As the triangles POQ and pOq are similar,
∴ \(\frac{P Q}{p q}\) = \(\frac{O Q}{O q}\) …. (5)
On the other hand, as the triangles AFO and pFq are similar,
∴ \(\frac{A O}{p q}\) = \(\frac{O F}{q F}\)
or \(\frac{P Q}{p q}\) = \(\frac{O F}{q F}\) [∵ AO = PQ] …. (6)
From equations (5) and (6) we get,
\(\frac{O Q}{O q}\) = \(\frac{O F}{q F}\) or, \(\frac{O Q}{O q}\) = \(\frac{O F}{O q+O F}\) ….. (7)
Now, according to sign convention, object distance = OQ = -u, image distance = Oq = -v, focal length = OF = +f
Putting these values in equation (7) we get,
\(\frac{-u}{-v}\) = \(\frac{f}{-v+f}\) or, uv – uf = -vf or, uf – vf = uv
or, \(\frac{1}{v}\) – \(\frac{1}{u}\) = \(\frac{1}{f}\) …. (8)
The focal length of a convex lens is taken as positive. In formation of a real image of a real object, u is negative but v is positive. So, for formation of a real image of a real obj ect by a convex lens the modified form of the general formula is as follows-
\(\frac{1}{v}\) – \(\frac{1}{-u}\) = \(\frac{1}{f}\) or, \(\frac{1}{v}\) + \(\frac{1}{u}\) = \(\frac{1}{f}\)
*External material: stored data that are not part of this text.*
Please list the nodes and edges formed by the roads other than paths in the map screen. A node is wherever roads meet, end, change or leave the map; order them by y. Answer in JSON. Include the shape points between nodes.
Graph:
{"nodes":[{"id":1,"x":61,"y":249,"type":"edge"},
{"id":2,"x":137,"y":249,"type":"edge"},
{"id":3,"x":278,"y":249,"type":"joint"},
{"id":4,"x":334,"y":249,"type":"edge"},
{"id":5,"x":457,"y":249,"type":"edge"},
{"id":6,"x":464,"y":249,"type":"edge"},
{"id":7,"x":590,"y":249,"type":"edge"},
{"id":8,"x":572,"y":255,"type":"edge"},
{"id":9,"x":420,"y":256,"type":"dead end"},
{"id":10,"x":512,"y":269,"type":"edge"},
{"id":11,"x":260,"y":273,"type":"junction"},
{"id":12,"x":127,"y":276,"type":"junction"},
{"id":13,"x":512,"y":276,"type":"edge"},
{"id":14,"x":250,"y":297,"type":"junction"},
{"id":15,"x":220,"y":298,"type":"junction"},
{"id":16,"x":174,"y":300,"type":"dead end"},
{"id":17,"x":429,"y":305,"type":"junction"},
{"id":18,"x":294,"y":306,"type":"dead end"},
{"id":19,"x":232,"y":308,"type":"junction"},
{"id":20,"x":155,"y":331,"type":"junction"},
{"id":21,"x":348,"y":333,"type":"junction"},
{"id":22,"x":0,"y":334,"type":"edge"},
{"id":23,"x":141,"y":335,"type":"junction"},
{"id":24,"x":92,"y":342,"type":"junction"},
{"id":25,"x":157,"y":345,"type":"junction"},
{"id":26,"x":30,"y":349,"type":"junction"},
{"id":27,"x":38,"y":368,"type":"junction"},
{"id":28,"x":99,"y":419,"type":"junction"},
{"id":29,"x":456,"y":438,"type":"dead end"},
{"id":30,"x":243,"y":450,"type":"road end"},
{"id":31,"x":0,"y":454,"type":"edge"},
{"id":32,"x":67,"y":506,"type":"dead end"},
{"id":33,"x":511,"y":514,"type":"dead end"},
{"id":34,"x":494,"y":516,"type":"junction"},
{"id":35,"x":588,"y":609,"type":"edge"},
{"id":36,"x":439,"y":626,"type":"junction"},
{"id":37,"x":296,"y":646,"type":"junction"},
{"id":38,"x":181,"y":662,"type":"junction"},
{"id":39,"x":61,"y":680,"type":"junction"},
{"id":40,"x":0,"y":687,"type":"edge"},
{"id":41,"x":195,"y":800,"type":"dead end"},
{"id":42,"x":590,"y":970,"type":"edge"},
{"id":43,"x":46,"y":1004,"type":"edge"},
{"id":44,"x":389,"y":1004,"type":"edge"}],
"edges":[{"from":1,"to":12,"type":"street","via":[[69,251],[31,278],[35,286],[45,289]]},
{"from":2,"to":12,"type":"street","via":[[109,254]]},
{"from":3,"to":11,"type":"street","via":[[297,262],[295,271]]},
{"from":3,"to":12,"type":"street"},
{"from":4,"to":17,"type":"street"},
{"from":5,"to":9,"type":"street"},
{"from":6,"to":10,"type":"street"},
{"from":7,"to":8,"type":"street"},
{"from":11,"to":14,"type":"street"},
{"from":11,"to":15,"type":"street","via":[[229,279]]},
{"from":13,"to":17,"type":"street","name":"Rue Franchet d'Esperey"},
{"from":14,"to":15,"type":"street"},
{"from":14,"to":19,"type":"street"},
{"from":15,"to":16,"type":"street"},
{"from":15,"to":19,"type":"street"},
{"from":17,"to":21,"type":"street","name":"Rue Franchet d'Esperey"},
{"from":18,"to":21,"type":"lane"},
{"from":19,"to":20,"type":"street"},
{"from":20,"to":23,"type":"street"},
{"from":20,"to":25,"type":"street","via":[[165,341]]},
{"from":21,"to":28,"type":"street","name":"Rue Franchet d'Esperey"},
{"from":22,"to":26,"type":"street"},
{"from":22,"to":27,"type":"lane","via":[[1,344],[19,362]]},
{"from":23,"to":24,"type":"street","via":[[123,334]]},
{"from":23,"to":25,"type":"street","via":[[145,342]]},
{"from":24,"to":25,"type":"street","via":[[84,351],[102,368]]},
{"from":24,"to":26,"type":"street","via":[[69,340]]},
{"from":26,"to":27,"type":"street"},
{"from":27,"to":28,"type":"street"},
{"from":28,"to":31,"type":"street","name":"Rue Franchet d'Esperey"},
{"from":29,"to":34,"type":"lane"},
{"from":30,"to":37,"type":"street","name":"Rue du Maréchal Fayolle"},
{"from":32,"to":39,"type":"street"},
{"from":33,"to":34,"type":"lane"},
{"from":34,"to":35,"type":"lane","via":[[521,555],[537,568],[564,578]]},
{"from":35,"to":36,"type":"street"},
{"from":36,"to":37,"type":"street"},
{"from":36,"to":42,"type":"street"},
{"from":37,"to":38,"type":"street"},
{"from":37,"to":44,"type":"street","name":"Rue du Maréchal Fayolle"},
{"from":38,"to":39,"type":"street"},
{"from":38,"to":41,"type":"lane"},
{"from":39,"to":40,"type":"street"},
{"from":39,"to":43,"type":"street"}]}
Concave lens and virtual image: in Fig., LL’ is a concave lens, An object PQ is placed perpendicular to the principal axis of the lens. A ray from P travelling parallel to the principal aids after refraction through the lens appears to diverge from the focus F. Another ray from P moves straight through the optical centre O. The two refracted rays virtually meet at p. The point p from where the emergent rays appear to diverge after refraction through the lens is the image of P. From p, pq is drawn perpendicular to the principal axis. So, pq is the image of PQ. The image is virtual and erect.
As the triangles POQ and pOq are similar,
∴ \(\frac{P Q}{p q}\) = \(\frac{O Q}{O q}\) …. (9)
On the other hand, as the triangles AFO and pFq are similar,
∴ \(\frac{A O}{p q}\) = \(\frac{O F}{q F}\)
or \(\frac{P Q}{p q}\) = \(\frac{O F}{q F}\) [∵ AO = PQ] ….. (10)
From equations (9) and (10) we get,
\(\frac{O Q}{o q}\) = \(\frac{O F}{q F}\)
or, \(\frac{O Q}{O q}\) = \(\frac{O F}{O F-O q}\) …. (11)
Now, according to sign convention, object distance = OQ image distance = Oq = -v, focal length = OF = -f
Putting these values in equation (11) we get,
\(\frac{-u}{-v}\) = \(\frac{-f}{-f+v}\) or, uf – uv = vf or, uf – vf = uv
or, \(\frac{u f}{u v f}-\frac{v f}{u v f}\) = \(\frac{u v}{u v f}\)
or, \(\frac{1}{v}-\frac{1}{u}\) = \(\frac{1}{f}\) …. (12)
This is the conjugate foci relation of the lens, also known as general formula of lens.
Definition: Two points on the axis of a lens are said to be conjugate foci when an object on being placed at any one of the two, forms its image at the other.
The term conjugate means that the two points are interchangeable. This follows from the principle of reversibility of light path. For these lenses the distances of conjugate foci i.e., u and v are given by the relation \(\frac{1}{v}\) – \(\frac{1}{u}\) = \(\frac{1}{f}\). So this relation is often called conjugate foci relation.